Walmart was recently awarded patents by the US Patent and Trademark Office (USPTO) for artificial intelligence tools that help make pricing decisions. These patents are gaining attention on social media this week as consumers worry about the future of dynamic pricing and so-called observational pricing, the practice of charging people different prices for the same goods and services based on their unique attributes.
One of the new patents, US-12524776-B2, “dynamic and automatic updating of item prices” on e-commerce platforms. The patent application explains that it combines price elasticity data and forecasted demand for a particular item, and then an algorithm generates a “first discount price.
When price elasticity data and forecasted demand data are not available, the platform creates a “limit price” that allows a range to be selected to set a new price.
Another patent, US-12572954-B2, recently issued to Walmart, addresses the use of machine learning to predict demand for various items and recommend prices. The scheme in the document even suggests that third-party data could be used to set prices, a controversial practice used by other businesses such as airlines to set prices.

Walmart announced earlier this month that with a goal of every Walmart location using the technology by the end of the year, the company will introduce digital shelf tags that allow the company to quickly change the price consumers see in the store.
The patents granted to Walmart cover e-commerce, not brick-and-mortar locations, but it’s easy to see how AI tools could be used in the future to create split-second price changes based on any number of factors, such as the time of day or the number of people already in a given brick-and-mortar store.
Walmart did not respond to Gizmodo’s emailed questions on Thursday, but claimed Financial Times patents “have nothing to do with dynamic pricing.” The logic, as best we can put it, is that one of the patents in question is “downgrade-specific,” though perhaps not clearly, to suggest that prices will only go down.

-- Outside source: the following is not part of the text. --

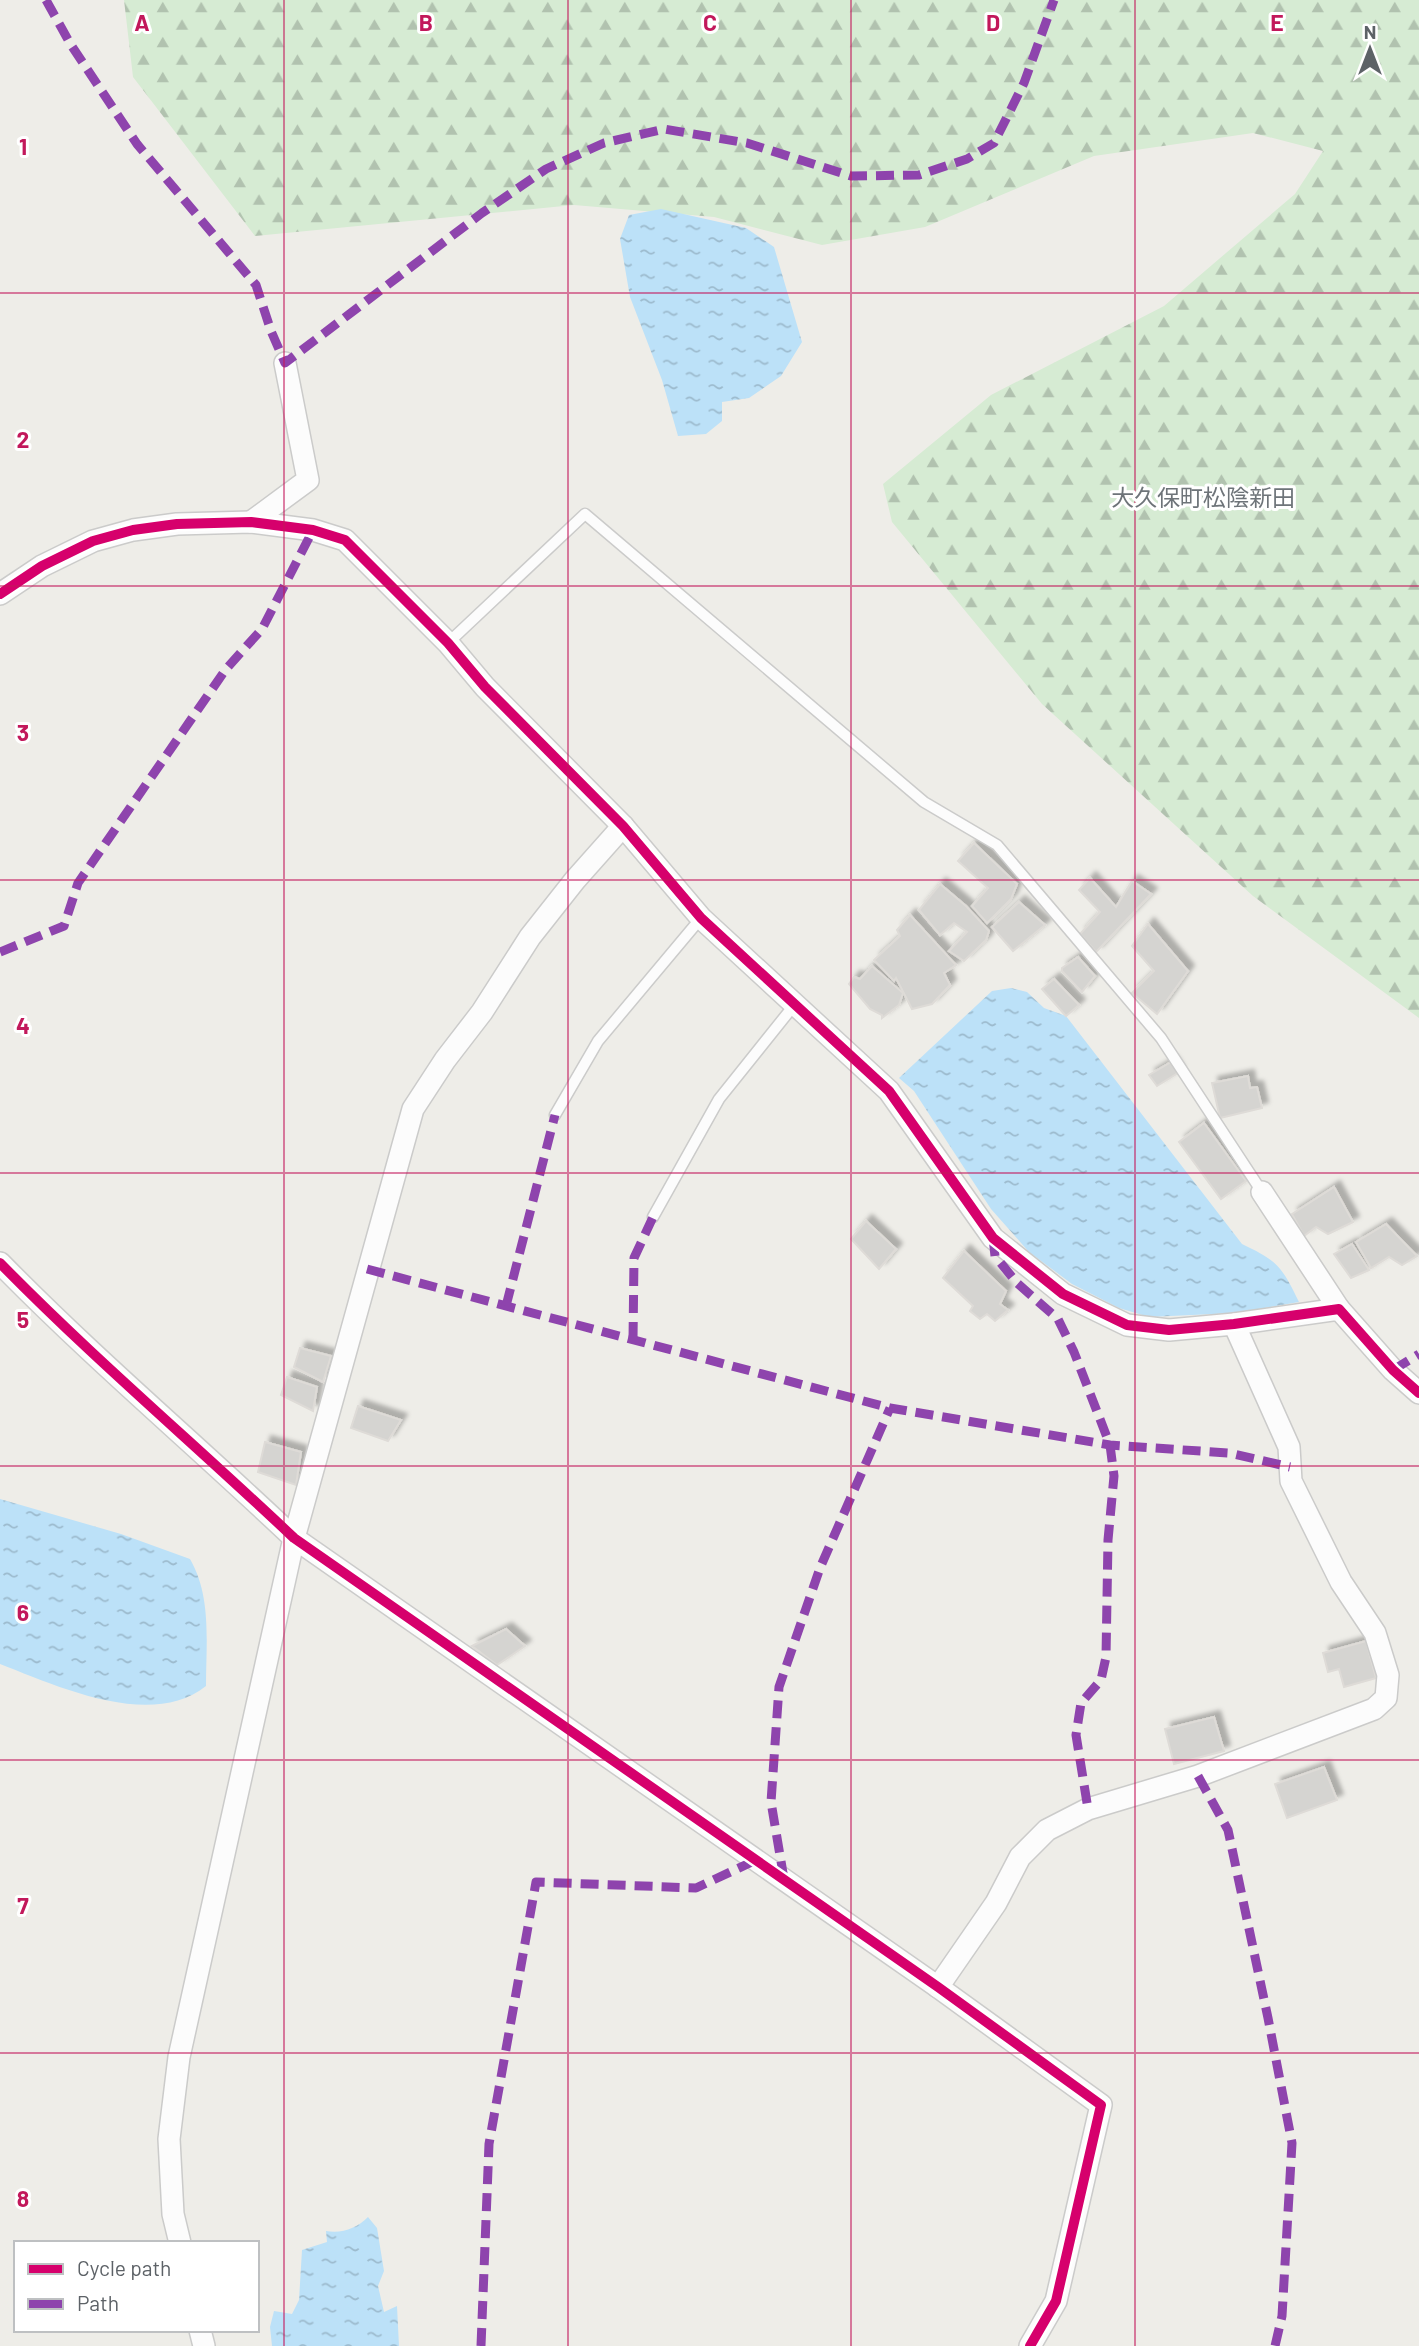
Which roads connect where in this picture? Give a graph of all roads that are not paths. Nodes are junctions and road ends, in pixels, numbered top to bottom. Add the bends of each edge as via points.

Another claim, according to the Financial Times, was that another patent was “intended to make decisions for business groups, not technology”, and it seems like a distinction without a difference when it comes to the practical reality of how it might be applied in the real world.
Hypothetically, it doesn’t matter if a store manager or someone in the central office is pinged to give final approval for a price adjustment. This appears to simply be a quality control to benefit Walmart, not serious protection for consumers from rapid price changes.
At least a dozen states are considering legislation this year to regulate dynamic or observational pricing, although New York is the only state to pass legislation on the subject. When an algorithm and personal data are used to set a price, consumers should be notified by Washington Post subscribers recently. received an email about.
Democrats have introduced bills in both the Senate and the House prohibit control prices in grocery stores, but with Republicans in control of the House, Senate and White House, passage of this legislation seems unlikely.